Pull every line that includes the word "Extérieure" from the data.

========================================

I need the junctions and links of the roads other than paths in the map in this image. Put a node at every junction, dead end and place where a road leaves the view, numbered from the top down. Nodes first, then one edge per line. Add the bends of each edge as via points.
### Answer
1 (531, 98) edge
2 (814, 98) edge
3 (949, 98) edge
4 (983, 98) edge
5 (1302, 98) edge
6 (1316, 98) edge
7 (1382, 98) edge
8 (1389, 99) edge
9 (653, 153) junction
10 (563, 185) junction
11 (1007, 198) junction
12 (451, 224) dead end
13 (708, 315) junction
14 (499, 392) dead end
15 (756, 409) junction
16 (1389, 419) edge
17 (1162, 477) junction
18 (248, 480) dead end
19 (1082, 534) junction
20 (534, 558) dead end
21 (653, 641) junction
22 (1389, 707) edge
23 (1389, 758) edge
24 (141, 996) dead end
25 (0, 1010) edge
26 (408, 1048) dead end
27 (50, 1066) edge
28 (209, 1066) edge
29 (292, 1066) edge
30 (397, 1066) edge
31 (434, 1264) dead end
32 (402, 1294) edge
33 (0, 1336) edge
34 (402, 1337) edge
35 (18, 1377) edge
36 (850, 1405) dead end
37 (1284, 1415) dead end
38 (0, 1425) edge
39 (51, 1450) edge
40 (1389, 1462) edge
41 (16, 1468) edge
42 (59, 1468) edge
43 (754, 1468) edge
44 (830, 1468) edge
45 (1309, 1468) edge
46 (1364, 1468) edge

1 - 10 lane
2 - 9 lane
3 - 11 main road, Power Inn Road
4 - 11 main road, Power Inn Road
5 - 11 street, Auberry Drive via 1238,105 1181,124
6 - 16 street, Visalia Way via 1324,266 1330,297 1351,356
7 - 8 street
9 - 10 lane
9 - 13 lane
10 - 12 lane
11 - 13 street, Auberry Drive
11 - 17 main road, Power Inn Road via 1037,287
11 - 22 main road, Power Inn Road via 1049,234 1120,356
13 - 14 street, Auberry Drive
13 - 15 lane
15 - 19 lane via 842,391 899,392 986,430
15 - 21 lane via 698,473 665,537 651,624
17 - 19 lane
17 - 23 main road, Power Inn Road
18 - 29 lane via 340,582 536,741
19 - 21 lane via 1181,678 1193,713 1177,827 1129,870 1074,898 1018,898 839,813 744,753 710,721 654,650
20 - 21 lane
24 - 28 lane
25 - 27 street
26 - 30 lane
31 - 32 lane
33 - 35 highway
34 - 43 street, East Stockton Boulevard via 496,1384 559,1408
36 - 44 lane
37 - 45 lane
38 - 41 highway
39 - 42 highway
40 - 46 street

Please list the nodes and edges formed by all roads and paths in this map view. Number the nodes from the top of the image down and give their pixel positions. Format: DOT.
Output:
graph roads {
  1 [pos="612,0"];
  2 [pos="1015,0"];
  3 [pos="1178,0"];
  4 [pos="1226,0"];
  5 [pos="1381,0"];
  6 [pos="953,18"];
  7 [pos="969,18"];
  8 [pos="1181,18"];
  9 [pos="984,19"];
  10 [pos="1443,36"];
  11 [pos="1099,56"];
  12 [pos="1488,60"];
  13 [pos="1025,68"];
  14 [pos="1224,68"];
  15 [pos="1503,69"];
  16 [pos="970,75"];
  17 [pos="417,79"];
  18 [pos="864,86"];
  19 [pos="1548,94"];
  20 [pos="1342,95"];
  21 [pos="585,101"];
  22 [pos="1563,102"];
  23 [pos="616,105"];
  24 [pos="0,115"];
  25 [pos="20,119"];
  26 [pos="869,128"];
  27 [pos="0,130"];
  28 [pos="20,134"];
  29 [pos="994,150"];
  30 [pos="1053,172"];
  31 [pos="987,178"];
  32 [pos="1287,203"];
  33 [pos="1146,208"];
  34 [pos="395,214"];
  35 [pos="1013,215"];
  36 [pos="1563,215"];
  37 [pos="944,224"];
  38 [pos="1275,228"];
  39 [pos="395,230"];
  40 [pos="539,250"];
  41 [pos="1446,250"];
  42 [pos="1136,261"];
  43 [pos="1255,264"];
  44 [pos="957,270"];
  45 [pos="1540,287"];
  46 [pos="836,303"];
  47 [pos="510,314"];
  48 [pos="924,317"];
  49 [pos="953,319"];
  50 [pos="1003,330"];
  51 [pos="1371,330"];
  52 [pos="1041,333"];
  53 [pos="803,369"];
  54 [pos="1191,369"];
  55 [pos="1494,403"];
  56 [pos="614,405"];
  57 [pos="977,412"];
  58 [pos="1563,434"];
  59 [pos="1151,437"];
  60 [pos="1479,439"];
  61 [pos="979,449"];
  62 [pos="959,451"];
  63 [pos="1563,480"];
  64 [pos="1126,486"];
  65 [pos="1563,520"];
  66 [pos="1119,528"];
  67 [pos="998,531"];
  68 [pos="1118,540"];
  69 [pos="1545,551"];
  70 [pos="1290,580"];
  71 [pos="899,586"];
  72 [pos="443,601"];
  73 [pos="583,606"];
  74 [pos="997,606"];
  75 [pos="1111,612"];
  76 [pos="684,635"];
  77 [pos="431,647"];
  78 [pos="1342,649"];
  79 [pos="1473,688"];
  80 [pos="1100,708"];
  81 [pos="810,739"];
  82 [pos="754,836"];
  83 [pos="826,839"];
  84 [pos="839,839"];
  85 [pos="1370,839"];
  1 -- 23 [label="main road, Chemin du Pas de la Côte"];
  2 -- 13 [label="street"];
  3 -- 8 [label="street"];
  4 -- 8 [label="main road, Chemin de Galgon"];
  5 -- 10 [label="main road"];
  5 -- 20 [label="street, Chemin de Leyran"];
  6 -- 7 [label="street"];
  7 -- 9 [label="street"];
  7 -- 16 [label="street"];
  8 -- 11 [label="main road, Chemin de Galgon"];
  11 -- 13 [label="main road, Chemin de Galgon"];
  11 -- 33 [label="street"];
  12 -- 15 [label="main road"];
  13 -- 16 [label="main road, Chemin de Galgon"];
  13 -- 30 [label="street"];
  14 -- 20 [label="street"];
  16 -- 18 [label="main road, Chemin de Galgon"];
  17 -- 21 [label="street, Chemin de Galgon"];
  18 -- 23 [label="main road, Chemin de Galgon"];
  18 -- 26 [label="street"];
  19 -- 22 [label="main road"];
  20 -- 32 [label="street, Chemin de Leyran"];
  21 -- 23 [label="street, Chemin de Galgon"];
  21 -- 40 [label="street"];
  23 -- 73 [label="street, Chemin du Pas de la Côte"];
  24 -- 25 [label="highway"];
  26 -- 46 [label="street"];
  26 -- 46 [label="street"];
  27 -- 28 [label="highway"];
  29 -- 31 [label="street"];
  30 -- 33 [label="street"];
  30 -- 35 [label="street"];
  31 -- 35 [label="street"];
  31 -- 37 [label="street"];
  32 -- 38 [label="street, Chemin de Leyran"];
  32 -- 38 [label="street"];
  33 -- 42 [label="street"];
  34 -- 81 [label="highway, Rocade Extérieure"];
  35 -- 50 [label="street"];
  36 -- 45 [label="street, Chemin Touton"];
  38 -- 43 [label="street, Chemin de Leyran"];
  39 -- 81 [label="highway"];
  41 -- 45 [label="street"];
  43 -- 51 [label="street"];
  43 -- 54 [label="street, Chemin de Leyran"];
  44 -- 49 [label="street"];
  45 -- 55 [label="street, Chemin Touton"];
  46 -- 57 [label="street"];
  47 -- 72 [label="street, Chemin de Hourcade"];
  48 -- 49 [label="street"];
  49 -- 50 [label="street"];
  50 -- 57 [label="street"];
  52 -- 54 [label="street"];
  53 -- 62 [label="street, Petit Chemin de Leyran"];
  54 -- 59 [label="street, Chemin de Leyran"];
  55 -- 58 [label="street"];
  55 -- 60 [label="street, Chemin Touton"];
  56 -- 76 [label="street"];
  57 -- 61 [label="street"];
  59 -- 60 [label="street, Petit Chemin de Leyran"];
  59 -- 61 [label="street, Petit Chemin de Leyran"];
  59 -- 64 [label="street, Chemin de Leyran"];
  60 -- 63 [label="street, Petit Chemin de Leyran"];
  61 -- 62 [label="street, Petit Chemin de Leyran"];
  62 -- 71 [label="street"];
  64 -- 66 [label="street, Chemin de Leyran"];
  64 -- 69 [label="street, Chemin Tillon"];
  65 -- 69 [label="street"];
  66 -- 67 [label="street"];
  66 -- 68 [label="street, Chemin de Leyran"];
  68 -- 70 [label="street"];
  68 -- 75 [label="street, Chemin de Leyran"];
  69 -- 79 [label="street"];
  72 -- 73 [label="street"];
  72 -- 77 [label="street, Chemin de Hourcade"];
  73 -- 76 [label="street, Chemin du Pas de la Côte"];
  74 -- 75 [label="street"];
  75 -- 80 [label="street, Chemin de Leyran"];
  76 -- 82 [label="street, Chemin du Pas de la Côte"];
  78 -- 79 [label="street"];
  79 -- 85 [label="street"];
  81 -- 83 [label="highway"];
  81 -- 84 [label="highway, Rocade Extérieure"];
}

========================================

> **RESPONSE TO THE EXERCISE**
  34 -- 81 [label="highway, Rocade Extérieure"];
  81 -- 84 [label="highway, Rocade Extérieure"];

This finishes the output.